In the film and in life, Christine Chubbuck was said to hate the sensational “blood and guts” stories Channel 40 relied on for its ratings, a phrase she used (“in keeping with Channel 40’s policy in bringing you the latest in blood and guts”) just before killing herself on air. According to the Washington Post, WXLT-TV station owner Robert Nelson later boasted about the publicity garnered by his employee’s death. There is a fairly gaping stylistic trap here, and it’s one that Christine largely avoids; the movie is harrowing, but makes a visible effort to be more than that. “It seems very morbid and feels exploitative, and why’s there a film about this?” Rebecca Hall told the New York Times of her reaction when she first got the script. But “a lot of people go through life trying to perform normalcy, and I think you can relate to that.”
A second film about Christine Chubbuck, this one a sort-of documentary titled Kate Plays Christine, premiered in August and was released at Sundance alongside the feature film (the two are unrelated). It grapples more explicitly—albeit perplexingly, in a setup that eagerly blurs the lines between documentary and drama—with the questions raised both by Chubbuck’s suicide and our own delayed fascination with it.

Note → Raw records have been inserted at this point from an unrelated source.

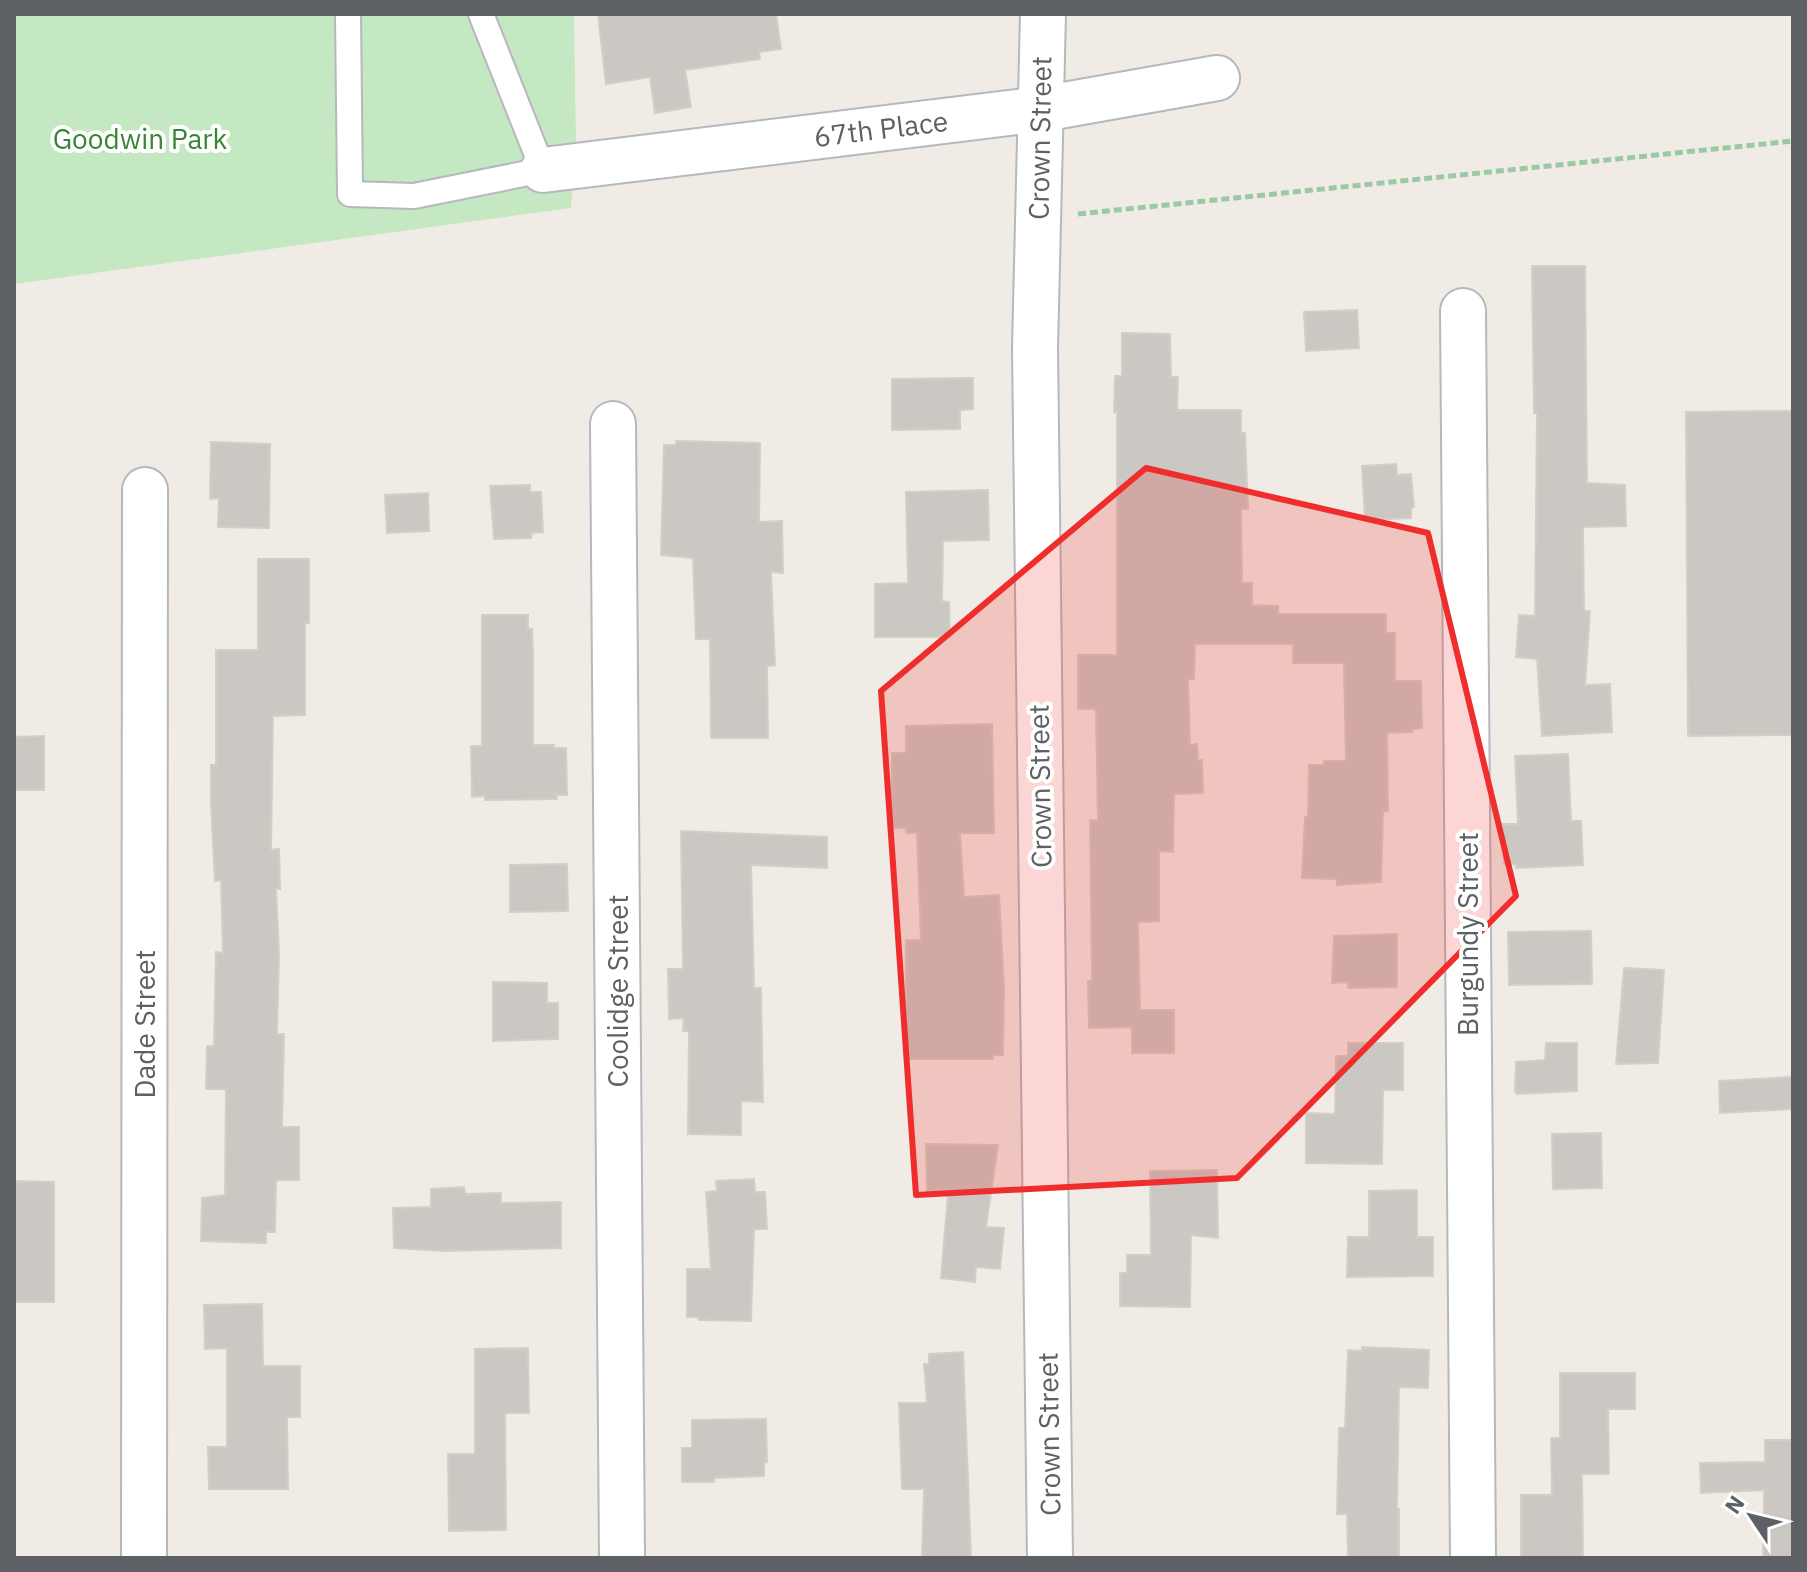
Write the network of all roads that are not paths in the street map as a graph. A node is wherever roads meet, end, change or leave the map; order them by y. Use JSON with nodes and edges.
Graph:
{"nodes":[{"id":1,"x":348,"y":14,"type":"edge"},
{"id":2,"x":481,"y":14,"type":"edge"},
{"id":3,"x":1043,"y":14,"type":"edge"},
{"id":4,"x":1217,"y":78,"type":"dead end"},
{"id":5,"x":1042,"y":109,"type":"junction"},
{"id":6,"x":543,"y":170,"type":"junction"},
{"id":7,"x":1463,"y":311,"type":"dead end"},
{"id":8,"x":613,"y":424,"type":"dead end"},
{"id":9,"x":145,"y":490,"type":"dead end"},
{"id":10,"x":144,"y":1558,"type":"edge"},
{"id":11,"x":622,"y":1558,"type":"edge"},
{"id":12,"x":1050,"y":1558,"type":"edge"},
{"id":13,"x":1473,"y":1558,"type":"edge"}],
"edges":[{"from":1,"to":6,"type":"lane"},
{"from":2,"to":6,"type":"lane"},
{"from":3,"to":5,"type":"street","name":"Crown Street"},
{"from":4,"to":5,"type":"street","name":"67th Place"},
{"from":5,"to":6,"type":"street","name":"67th Place"},
{"from":5,"to":12,"type":"street","name":"Crown Street"},
{"from":7,"to":13,"type":"street","name":"Burgundy Street"},
{"from":8,"to":11,"type":"street","name":"Coolidge Street"},
{"from":9,"to":10,"type":"street","name":"Dade Street"}]}
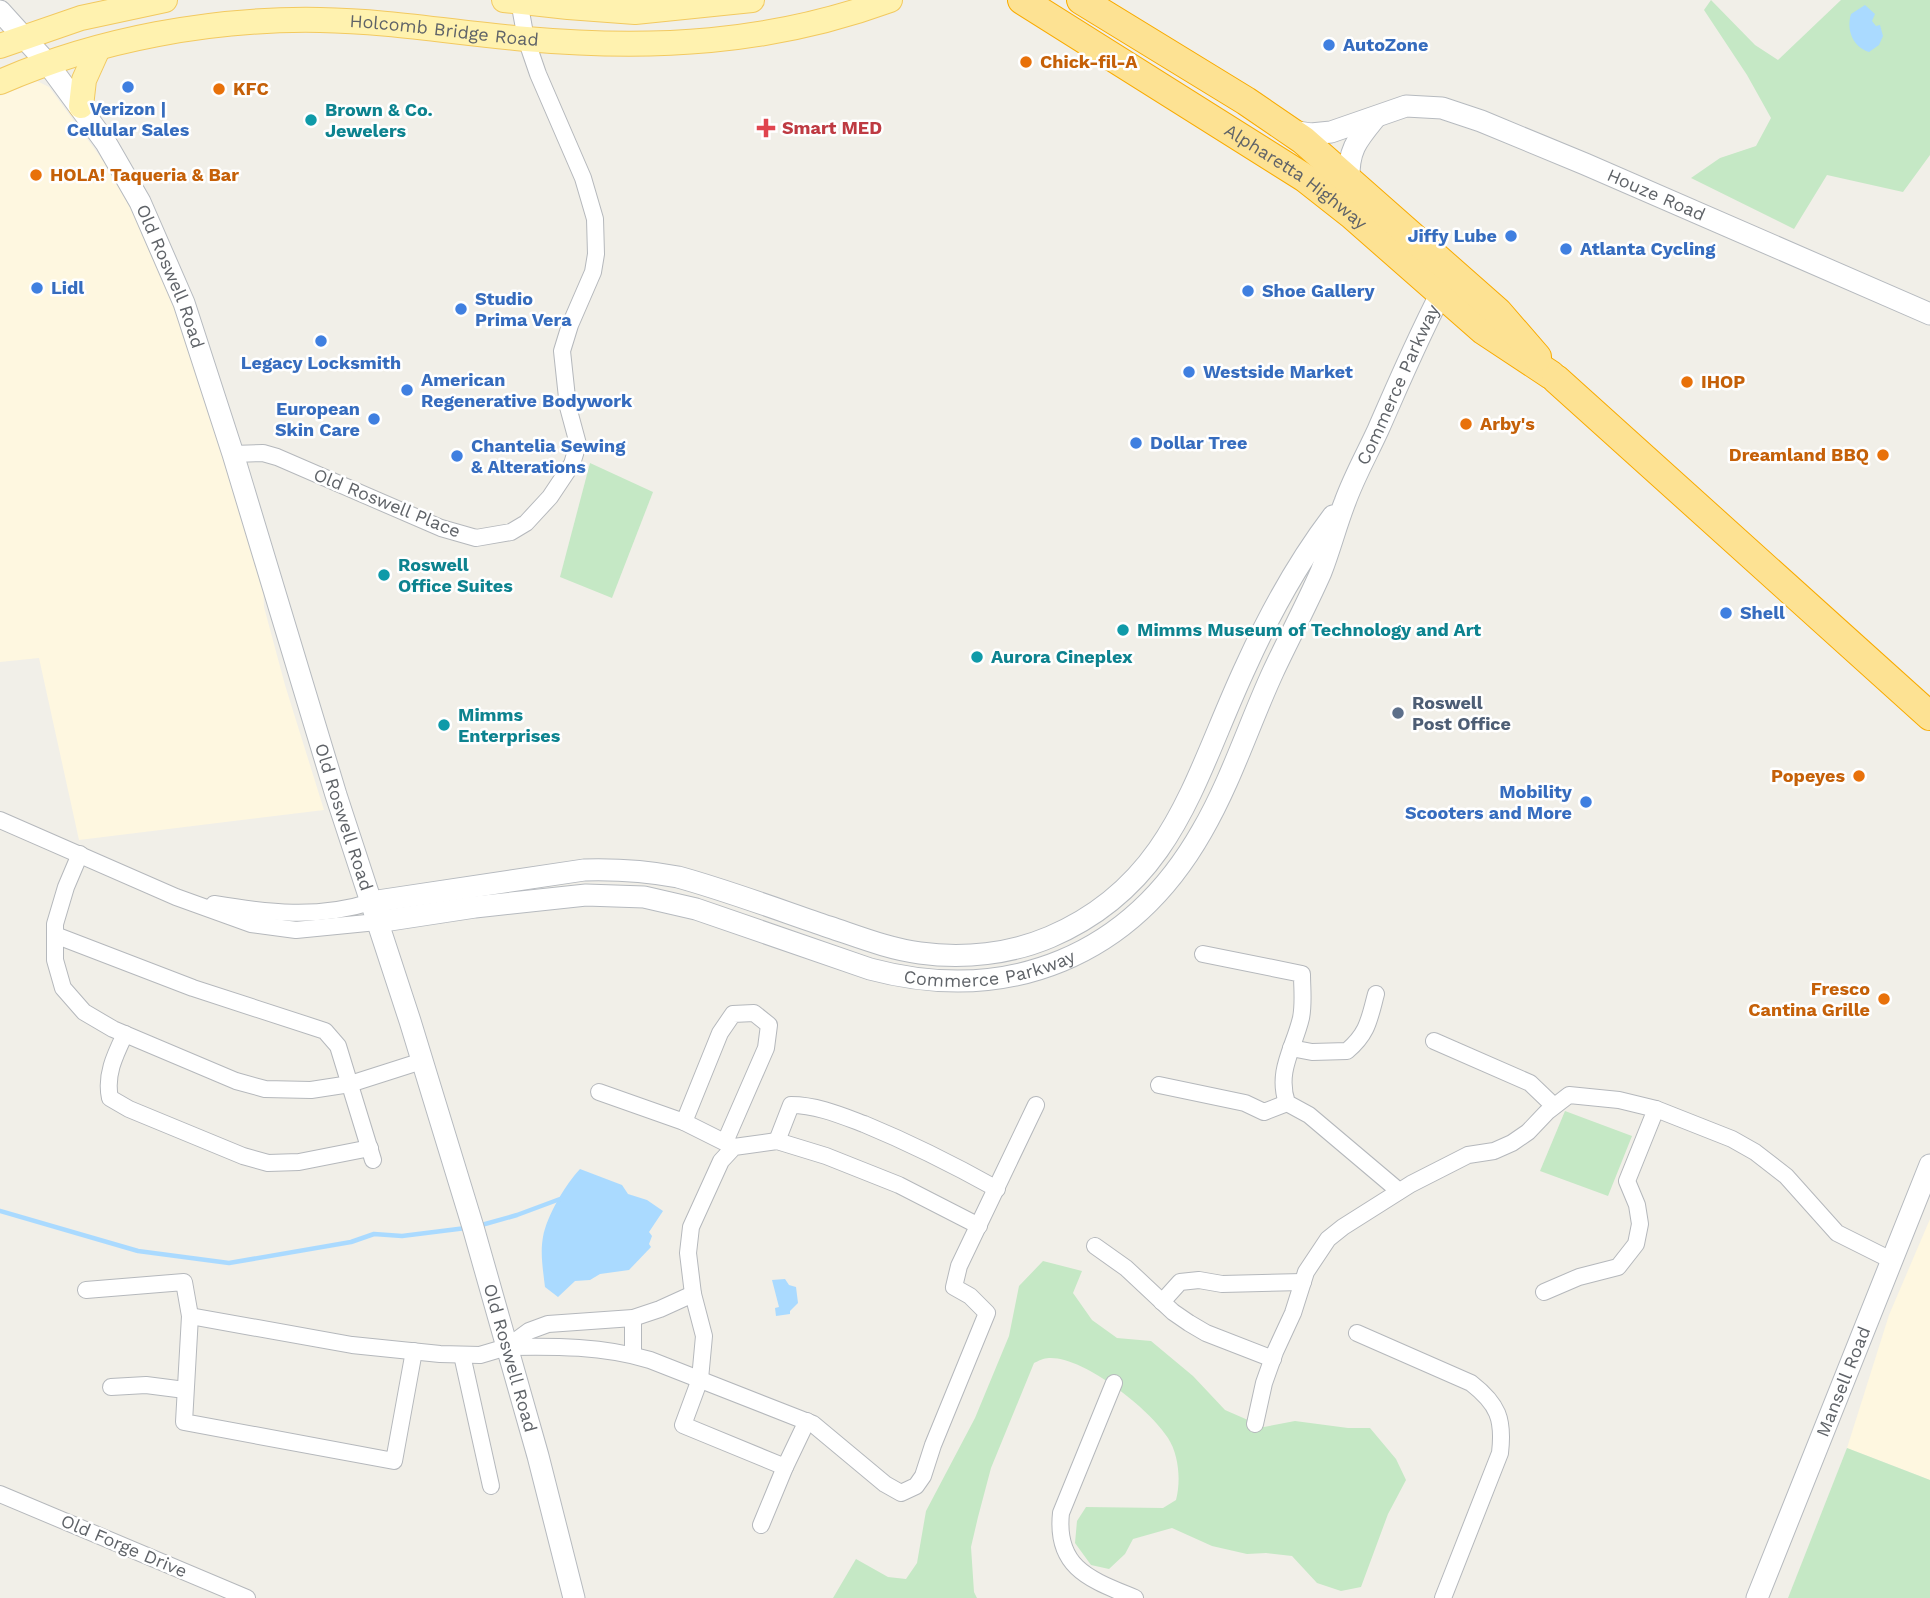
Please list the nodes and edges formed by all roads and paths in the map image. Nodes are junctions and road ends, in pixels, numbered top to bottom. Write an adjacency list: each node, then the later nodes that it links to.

Kate Plays Christine, which was directed by Robert Greene, follows an actress (Kate Lyn Sheil) as she prepares to play Christine in a film that doesn’t appear to actually exist.Sheil—who is possibly acting the entire time, although the film also draws on real interviews and footage—becomes darkly obsessed with inhabiting a character who she finds eerily, upsettingly similar to herself. She struggles to reenact the sensationalistic death of an ultimately unknowable person without “fetishizing a crazy woman”; an ethical quandary the movie eventually seems to declare unavoidable. Chubbuck’s death, according to local interviews shown in the documentary, was all but forgotten in her own hometown, and “the movie is about trying to fill in meaning for this thing where there’s such a hole or a vacuum of meaning, such a vacuum of information,” Greene told Vulture. It’s destabilizing, watching a movie that doesn’t want you to trust its motives. Kate Plays Christine is a story about our tendency to distort stories, and it questions our right to tell them at all.
Although both films approach the topic with care, and an eye to the stifling conventions that may have helped crush their subject (in Christine, the protagonist is harangued for being a “feminist,” and passed over for a big job in favor of a guy with “paternal energy”; in the Washington Post, Chubbuck was called “masculine” and “a Gloria Steinem”), Kate Sheil, like Rebecca Hall, grapples with the argument that any attempt to write meaning onto Christine Chubbuck’s life and death is inherently exploitative. And maybe it is. Christine’s brother Greg refuses to see either film. “Nobody wants to know who Christine Chubbuck was,” he told People. “They want to sensationalize what happened at the end of her life.”